First-time-in-human study of GSK923295, a novel antimitotic inhibitor of centromere-associated protein E (CENP-E), in patients with refractory cancer

Abstract

GSK923295 is an inhibitor of CENP-E, a key cellular protein important in the alignment of chromosomes during mitosis. This was a Phase I, open-label, first-time-in-human, dose-escalation study, to determine the maximum-tolerated dose (MTD), safety, and pharmacokinetics of GSK923295. Adult patients with previously treated solid tumors were enrolled in successive cohorts at GSK923295 doses ranging from 10 to 250mg/m(2). GSK923295 was administered by a 1-h intravenous infusion, once weekly for three consecutive weeks, with treatment cycles repeated every 4 weeks.
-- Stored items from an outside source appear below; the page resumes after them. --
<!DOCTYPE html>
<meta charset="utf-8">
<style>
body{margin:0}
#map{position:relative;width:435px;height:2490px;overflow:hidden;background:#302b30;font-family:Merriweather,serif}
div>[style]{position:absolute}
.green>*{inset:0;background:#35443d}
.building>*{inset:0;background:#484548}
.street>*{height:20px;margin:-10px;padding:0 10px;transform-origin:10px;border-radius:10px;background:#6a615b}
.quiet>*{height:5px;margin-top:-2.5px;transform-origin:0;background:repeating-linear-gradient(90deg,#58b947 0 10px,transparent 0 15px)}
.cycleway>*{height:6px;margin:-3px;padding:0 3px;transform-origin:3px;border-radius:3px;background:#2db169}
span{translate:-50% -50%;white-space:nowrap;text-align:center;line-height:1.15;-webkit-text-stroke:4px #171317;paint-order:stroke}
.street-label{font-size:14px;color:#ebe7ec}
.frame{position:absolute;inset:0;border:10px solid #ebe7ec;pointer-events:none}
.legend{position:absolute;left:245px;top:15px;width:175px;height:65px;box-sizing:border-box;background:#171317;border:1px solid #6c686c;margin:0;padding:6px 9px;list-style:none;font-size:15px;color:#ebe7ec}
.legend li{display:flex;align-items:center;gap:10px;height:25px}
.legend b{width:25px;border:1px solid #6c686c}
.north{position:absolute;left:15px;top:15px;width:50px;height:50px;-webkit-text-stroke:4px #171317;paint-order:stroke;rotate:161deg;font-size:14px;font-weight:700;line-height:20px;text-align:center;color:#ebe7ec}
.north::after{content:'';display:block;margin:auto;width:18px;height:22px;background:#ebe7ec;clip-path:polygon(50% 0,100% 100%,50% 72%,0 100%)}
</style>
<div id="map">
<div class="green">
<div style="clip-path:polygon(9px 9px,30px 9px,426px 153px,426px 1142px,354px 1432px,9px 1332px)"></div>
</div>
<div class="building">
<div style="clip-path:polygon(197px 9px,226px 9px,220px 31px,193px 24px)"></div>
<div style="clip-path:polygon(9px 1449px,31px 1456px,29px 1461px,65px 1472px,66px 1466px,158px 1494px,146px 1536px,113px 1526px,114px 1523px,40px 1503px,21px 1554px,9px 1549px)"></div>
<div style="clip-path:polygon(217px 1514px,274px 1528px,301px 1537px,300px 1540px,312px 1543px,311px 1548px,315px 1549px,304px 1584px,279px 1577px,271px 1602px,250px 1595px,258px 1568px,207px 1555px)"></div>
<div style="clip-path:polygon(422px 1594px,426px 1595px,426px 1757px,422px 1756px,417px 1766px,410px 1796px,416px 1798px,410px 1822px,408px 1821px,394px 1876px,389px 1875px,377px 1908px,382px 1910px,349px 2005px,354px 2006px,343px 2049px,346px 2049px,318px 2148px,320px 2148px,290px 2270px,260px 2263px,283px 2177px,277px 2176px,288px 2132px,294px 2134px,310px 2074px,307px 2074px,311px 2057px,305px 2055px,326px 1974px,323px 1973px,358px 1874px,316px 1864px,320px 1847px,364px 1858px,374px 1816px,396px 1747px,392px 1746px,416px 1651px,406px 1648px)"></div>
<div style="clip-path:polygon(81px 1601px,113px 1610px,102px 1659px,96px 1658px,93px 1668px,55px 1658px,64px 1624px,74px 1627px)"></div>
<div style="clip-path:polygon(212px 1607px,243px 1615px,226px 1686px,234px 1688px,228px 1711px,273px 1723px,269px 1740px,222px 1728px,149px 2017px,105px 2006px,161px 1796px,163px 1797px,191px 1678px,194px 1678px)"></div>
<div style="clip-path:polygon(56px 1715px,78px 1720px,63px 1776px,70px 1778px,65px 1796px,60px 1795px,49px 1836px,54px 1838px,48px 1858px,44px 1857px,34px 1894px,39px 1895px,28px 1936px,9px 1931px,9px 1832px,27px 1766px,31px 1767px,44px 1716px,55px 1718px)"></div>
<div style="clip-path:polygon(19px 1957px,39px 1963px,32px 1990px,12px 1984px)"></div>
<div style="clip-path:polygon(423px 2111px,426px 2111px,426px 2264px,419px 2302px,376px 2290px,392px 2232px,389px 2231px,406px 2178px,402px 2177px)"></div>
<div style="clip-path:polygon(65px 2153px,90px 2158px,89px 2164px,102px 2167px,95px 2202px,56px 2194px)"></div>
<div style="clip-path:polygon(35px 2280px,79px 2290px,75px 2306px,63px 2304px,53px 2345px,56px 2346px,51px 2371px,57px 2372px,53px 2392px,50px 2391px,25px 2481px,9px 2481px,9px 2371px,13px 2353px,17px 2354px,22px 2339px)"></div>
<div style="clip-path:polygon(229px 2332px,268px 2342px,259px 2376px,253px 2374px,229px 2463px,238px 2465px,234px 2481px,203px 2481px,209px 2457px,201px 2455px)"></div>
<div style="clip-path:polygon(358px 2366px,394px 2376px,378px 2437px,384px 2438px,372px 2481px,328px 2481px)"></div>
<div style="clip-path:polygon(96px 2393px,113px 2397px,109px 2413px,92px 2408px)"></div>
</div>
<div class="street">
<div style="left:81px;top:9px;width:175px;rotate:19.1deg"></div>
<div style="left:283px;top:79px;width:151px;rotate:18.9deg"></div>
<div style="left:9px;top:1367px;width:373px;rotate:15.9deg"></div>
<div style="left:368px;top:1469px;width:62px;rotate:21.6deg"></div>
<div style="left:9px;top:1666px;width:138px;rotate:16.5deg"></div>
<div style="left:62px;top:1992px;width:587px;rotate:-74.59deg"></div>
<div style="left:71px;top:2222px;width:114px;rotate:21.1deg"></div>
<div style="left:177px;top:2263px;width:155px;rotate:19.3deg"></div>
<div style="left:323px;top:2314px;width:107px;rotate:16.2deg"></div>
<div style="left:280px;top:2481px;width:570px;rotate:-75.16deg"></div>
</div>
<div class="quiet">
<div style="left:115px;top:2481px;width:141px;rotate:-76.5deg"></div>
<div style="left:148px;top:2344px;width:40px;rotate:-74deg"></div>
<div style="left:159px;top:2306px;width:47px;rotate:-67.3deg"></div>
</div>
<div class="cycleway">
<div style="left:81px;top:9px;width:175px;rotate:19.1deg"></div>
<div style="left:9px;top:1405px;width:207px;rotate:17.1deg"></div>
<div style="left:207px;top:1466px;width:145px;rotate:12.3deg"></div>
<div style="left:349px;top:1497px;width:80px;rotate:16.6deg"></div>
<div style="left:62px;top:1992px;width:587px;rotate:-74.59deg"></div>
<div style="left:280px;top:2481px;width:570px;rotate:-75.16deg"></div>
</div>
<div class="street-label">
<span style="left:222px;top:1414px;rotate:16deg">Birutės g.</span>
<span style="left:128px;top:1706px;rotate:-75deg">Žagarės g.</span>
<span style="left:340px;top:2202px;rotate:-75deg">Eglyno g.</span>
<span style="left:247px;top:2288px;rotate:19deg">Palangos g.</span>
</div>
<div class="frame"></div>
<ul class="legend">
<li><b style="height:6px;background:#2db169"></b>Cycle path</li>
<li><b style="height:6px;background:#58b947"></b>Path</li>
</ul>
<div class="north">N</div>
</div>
A total of 39 patients were enrolled. The MTD for GSK923295 was determined to be 190mg/m(2). Observed dose-limiting toxicities (all grade 3) were as follows: fatigue (n=2, 5%), increased AST (n=1, 2.5%), hypokalemia (n=1, 2.5%), and hypoxia (n=1, 2.5%). Across all doses, fatigue was the most commonly reported drug-related adverse event (n=13; 33%). Gastrointestinal toxicities of diarrhea (n=12, 31%), nausea (n=8, 21%), and vomiting (n=7, 18%) were generally mild. Frequency of neutropenia was low (13%). There were two reports of neuropathy and no reports of mucositis or alopecia. GSK923295 exhibited dose-proportional pharmacokinetics from 10 to 250mg/m(2) and did not accumulate upon weekly administration. The mean terminal elimination half-life of GSK923295 was 9-11 h. One patient with urothelial carcinoma experienced a durable partial response at the 250mg/m(2) dose level. The novel CENP-E inhibitor, GSK923295, had dose-proportional pharmacokinetics and a low number of grade 3 or 4 adverse events. The observed incidence of myelosuppression and neuropathy was low. Further investigations may provide a more complete understanding of the potential for GSK923295 as an antiproliferative agent.